What is needed >> Would you please write out every record exactly?

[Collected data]

--*--

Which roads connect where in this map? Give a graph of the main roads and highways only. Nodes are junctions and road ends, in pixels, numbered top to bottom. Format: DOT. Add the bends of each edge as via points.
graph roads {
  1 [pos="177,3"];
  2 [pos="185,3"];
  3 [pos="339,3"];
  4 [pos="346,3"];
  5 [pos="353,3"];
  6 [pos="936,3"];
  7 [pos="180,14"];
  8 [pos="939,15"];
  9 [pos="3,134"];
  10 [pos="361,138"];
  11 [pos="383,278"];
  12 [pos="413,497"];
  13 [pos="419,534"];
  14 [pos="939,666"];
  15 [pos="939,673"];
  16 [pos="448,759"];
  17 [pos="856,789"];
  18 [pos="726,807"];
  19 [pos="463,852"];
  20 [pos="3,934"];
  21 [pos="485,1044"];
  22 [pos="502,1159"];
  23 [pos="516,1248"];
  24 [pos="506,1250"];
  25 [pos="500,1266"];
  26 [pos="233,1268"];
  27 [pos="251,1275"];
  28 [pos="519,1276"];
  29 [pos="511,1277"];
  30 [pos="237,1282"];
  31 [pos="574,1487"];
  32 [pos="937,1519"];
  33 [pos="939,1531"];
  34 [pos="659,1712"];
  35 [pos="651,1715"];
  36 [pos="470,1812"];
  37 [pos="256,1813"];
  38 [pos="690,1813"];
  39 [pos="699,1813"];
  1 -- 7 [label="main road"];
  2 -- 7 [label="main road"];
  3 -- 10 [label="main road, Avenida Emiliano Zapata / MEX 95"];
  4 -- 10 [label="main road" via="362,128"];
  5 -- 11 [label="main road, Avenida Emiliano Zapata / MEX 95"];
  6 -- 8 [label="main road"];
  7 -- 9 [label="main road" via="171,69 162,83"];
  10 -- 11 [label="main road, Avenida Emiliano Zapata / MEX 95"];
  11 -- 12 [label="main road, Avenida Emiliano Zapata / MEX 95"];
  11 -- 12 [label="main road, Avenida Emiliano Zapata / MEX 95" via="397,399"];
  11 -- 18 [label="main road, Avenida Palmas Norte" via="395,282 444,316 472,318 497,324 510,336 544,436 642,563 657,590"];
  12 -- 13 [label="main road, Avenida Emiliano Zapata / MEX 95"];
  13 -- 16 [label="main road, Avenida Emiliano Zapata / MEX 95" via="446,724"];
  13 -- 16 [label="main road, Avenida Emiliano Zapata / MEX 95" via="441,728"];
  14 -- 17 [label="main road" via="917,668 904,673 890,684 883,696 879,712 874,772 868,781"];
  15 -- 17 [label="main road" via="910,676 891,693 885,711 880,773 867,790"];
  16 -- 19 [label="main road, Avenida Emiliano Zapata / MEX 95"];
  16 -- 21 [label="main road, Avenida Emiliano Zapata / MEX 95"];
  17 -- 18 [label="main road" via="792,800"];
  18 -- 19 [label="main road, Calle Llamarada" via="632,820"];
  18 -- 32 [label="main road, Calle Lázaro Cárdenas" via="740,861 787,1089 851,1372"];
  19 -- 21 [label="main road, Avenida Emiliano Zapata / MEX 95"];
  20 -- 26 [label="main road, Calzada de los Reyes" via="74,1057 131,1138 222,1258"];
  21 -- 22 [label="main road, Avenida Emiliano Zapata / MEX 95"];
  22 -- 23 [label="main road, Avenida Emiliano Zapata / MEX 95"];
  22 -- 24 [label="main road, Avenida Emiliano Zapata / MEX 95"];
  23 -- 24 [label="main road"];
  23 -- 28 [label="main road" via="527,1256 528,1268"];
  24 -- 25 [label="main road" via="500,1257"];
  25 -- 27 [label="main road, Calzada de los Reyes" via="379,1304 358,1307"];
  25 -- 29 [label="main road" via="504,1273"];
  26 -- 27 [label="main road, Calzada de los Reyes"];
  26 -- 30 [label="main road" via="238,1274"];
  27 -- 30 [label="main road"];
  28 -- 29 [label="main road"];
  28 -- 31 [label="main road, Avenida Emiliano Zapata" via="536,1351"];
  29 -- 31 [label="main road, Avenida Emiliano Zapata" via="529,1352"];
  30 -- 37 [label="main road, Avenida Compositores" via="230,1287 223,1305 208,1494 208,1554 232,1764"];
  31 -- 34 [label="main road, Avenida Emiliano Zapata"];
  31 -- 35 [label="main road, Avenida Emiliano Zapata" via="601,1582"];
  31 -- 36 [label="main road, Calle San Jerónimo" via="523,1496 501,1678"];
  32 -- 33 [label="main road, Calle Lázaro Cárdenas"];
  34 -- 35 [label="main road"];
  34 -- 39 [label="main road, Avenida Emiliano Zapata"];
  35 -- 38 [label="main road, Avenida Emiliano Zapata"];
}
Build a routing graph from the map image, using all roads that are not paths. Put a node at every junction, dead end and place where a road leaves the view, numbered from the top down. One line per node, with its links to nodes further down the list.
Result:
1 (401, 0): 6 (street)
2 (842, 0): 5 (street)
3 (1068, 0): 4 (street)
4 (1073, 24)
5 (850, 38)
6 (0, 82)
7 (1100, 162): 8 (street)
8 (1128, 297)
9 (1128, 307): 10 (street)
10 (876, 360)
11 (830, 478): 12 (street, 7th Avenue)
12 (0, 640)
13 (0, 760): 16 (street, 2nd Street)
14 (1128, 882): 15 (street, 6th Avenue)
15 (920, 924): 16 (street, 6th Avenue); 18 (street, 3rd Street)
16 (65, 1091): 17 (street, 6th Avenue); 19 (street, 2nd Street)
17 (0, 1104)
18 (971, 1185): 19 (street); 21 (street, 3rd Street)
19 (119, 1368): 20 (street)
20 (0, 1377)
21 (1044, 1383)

--*--

Written answer >>
Which roads connect where in this map? Give a graph of the main roads and highways only. Nodes are junctions and road ends, in pixels, numbered top to bottom. Format: DOT. Add the bends of each edge as via points.
graph roads {
  1 [pos="177,3"];
  2 [pos="185,3"];
  3 [pos="339,3"];
  4 [pos="346,3"];
  5 [pos="353,3"];
  6 [pos="936,3"];
  7 [pos="180,14"];
  8 [pos="939,15"];
  9 [pos="3,134"];
  10 [pos="361,138"];
  11 [pos="383,278"];
  12 [pos="413,497"];
  13 [pos="419,534"];
  14 [pos="939,666"];
  15 [pos="939,673"];
  16 [pos="448,759"];
  17 [pos="856,789"];
  18 [pos="726,807"];
  19 [pos="463,852"];
  20 [pos="3,934"];
  21 [pos="485,1044"];
  22 [pos="502,1159"];
  23 [pos="516,1248"];
  24 [pos="506,1250"];
  25 [pos="500,1266"];
  26 [pos="233,1268"];
  27 [pos="251,1275"];
  28 [pos="519,1276"];
  29 [pos="511,1277"];
  30 [pos="237,1282"];
  31 [pos="574,1487"];
  32 [pos="937,1519"];
  33 [pos="939,1531"];
  34 [pos="659,1712"];
  35 [pos="651,1715"];
  36 [pos="470,1812"];
  37 [pos="256,1813"];
  38 [pos="690,1813"];
  39 [pos="699,1813"];
  1 -- 7 [label="main road"];
  2 -- 7 [label="main road"];
  3 -- 10 [label="main road, Avenida Emiliano Zapata / MEX 95"];
  4 -- 10 [label="main road" via="362,128"];
  5 -- 11 [label="main road, Avenida Emiliano Zapata / MEX 95"];
  6 -- 8 [label="main road"];
  7 -- 9 [label="main road" via="171,69 162,83"];
  10 -- 11 [label="main road, Avenida Emiliano Zapata / MEX 95"];
  11 -- 12 [label="main road, Avenida Emiliano Zapata / MEX 95"];
  11 -- 12 [label="main road, Avenida Emiliano Zapata / MEX 95" via="397,399"];
  11 -- 18 [label="main road, Avenida Palmas Norte" via="395,282 444,316 472,318 497,324 510,336 544,436 642,563 657,590"];
  12 -- 13 [label="main road, Avenida Emiliano Zapata / MEX 95"];
  13 -- 16 [label="main road, Avenida Emiliano Zapata / MEX 95" via="446,724"];
  13 -- 16 [label="main road, Avenida Emiliano Zapata / MEX 95" via="441,728"];
  14 -- 17 [label="main road" via="917,668 904,673 890,684 883,696 879,712 874,772 868,781"];
  15 -- 17 [label="main road" via="910,676 891,693 885,711 880,773 867,790"];
  16 -- 19 [label="main road, Avenida Emiliano Zapata / MEX 95"];
  16 -- 21 [label="main road, Avenida Emiliano Zapata / MEX 95"];
  17 -- 18 [label="main road" via="792,800"];
  18 -- 19 [label="main road, Calle Llamarada" via="632,820"];
  18 -- 32 [label="main road, Calle Lázaro Cárdenas" via="740,861 787,1089 851,1372"];
  19 -- 21 [label="main road, Avenida Emiliano Zapata / MEX 95"];
  20 -- 26 [label="main road, Calzada de los Reyes" via="74,1057 131,1138 222,1258"];
  21 -- 22 [label="main road, Avenida Emiliano Zapata / MEX 95"];
  22 -- 23 [label="main road, Avenida Emiliano Zapata / MEX 95"];
  22 -- 24 [label="main road, Avenida Emiliano Zapata / MEX 95"];
  23 -- 24 [label="main road"];
  23 -- 28 [label="main road" via="527,1256 528,1268"];
  24 -- 25 [label="main road" via="500,1257"];
  25 -- 27 [label="main road, Calzada de los Reyes" via="379,1304 358,1307"];
  25 -- 29 [label="main road" via="504,1273"];
  26 -- 27 [label="main road, Calzada de los Reyes"];
  26 -- 30 [label="main road" via="238,1274"];
  27 -- 30 [label="main road"];
  28 -- 29 [label="main road"];
  28 -- 31 [label="main road, Avenida Emiliano Zapata" via="536,1351"];
  29 -- 31 [label="main road, Avenida Emiliano Zapata" via="529,1352"];
  30 -- 37 [label="main road, Avenida Compositores" via="230,1287 223,1305 208,1494 208,1554 232,1764"];
  31 -- 34 [label="main road, Avenida Emiliano Zapata"];
  31 -- 35 [label="main road, Avenida Emiliano Zapata" via="601,1582"];
  31 -- 36 [label="main road, Calle San Jerónimo" via="523,1496 501,1678"];
  32 -- 33 [label="main road, Calle Lázaro Cárdenas"];
  34 -- 35 [label="main road"];
  34 -- 39 [label="main road, Avenida Emiliano Zapata"];
  35 -- 38 [label="main road, Avenida Emiliano Zapata"];
}
Build a routing graph from the map image, using all roads that are not paths. Put a node at every junction, dead end and place where a road leaves the view, numbered from the top down. One line per node, with its links to nodes further down the list.
Result:
1 (401, 0): 6 (street)
2 (842, 0): 5 (street)
3 (1068, 0): 4 (street)
4 (1073, 24)
5 (850, 38)
6 (0, 82)
7 (1100, 162): 8 (street)
8 (1128, 297)
9 (1128, 307): 10 (street)
10 (876, 360)
11 (830, 478): 12 (street, 7th Avenue)
12 (0, 640)
13 (0, 760): 16 (street, 2nd Street)
14 (1128, 882): 15 (street, 6th Avenue)
15 (920, 924): 16 (street, 6th Avenue); 18 (street, 3rd Street)
16 (65, 1091): 17 (street, 6th Avenue); 19 (street, 2nd Street)
17 (0, 1104)
18 (971, 1185): 19 (street); 21 (street, 3rd Street)
19 (119, 1368): 20 (street)
20 (0, 1377)
21 (1044, 1383)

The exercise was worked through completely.